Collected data
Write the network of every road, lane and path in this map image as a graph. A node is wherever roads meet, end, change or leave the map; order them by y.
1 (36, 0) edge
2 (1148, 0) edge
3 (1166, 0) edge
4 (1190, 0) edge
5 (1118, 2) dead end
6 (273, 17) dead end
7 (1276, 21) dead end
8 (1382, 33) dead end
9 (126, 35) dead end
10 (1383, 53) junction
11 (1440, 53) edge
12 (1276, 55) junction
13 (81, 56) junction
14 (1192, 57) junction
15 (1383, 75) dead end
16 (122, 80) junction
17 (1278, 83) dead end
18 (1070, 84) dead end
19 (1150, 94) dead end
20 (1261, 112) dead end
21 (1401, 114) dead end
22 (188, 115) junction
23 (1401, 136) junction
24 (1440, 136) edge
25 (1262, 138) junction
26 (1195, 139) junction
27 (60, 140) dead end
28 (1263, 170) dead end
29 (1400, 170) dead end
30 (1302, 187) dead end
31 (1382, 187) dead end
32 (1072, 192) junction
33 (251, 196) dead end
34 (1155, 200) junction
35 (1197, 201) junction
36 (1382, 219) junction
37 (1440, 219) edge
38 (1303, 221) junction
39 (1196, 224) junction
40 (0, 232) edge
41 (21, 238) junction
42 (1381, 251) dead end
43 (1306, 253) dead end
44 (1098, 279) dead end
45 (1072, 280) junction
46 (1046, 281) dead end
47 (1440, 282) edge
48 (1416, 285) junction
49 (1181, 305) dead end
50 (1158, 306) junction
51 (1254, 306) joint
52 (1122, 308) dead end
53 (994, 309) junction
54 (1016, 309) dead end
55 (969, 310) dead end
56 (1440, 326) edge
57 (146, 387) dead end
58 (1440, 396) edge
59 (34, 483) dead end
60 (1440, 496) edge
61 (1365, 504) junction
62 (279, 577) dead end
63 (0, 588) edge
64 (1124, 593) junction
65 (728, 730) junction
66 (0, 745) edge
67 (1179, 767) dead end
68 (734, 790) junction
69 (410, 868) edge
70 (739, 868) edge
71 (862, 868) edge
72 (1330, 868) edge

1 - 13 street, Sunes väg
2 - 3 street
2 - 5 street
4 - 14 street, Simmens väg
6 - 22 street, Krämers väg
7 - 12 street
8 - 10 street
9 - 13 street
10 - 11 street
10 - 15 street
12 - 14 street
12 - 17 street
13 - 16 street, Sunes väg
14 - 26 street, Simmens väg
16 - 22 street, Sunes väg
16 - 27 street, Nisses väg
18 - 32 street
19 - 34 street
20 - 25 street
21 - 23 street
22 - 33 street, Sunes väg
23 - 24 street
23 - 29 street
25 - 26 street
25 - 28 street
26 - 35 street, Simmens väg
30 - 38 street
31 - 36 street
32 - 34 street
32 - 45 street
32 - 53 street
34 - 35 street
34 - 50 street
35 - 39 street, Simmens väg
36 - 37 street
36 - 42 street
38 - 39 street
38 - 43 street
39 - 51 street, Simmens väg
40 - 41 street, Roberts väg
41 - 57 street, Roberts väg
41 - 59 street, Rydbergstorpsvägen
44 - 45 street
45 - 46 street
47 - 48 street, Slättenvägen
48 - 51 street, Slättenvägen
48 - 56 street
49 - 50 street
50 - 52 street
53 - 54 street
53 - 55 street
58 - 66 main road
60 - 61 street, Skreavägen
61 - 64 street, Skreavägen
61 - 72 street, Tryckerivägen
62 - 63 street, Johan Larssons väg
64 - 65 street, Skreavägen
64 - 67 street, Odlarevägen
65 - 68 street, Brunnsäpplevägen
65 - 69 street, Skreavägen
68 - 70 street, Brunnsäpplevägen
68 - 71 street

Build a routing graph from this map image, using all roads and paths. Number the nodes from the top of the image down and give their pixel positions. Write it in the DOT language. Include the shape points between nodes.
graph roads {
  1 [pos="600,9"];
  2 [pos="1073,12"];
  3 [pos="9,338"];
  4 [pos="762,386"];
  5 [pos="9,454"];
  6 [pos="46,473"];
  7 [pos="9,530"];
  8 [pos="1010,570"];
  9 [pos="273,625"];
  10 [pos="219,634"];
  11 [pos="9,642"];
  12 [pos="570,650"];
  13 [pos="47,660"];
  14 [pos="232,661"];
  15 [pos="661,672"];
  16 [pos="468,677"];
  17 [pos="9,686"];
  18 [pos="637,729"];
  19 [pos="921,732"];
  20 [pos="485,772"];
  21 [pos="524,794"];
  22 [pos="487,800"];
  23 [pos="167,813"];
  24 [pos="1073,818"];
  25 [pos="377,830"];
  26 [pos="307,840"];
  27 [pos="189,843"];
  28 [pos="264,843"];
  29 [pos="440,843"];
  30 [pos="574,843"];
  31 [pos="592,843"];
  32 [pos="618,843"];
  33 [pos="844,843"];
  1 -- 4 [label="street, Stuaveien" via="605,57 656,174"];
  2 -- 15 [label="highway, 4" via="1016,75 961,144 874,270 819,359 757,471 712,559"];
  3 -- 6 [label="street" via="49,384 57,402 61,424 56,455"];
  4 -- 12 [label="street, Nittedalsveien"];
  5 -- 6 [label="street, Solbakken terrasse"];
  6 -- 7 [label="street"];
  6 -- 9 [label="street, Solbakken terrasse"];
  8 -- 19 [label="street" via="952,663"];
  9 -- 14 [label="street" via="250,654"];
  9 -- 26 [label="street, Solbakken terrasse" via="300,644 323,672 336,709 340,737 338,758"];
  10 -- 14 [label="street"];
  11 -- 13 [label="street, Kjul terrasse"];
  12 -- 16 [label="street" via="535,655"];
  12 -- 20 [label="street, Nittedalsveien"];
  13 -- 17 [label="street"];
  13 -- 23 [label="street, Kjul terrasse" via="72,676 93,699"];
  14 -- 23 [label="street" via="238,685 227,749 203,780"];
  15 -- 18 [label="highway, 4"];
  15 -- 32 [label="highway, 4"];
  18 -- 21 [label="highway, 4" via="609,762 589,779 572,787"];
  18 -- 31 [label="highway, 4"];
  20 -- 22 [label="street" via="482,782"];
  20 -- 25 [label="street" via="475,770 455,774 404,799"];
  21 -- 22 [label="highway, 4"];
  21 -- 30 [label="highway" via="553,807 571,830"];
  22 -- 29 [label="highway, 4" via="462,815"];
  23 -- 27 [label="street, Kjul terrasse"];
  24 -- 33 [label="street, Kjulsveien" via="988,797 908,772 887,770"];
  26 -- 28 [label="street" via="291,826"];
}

Aim of the task:
Every line in the data above that includes the word "this" should be copied.

Answer space:
Write the network of every road, lane and path in this map image as a graph. A node is wherever roads meet, end, change or leave the map; order them by y.
Build a routing graph from this map image, using all roads and paths. Number the nodes from the top of the image down and give their pixel positions. Write it in the DOT language. Include the shape points between nodes.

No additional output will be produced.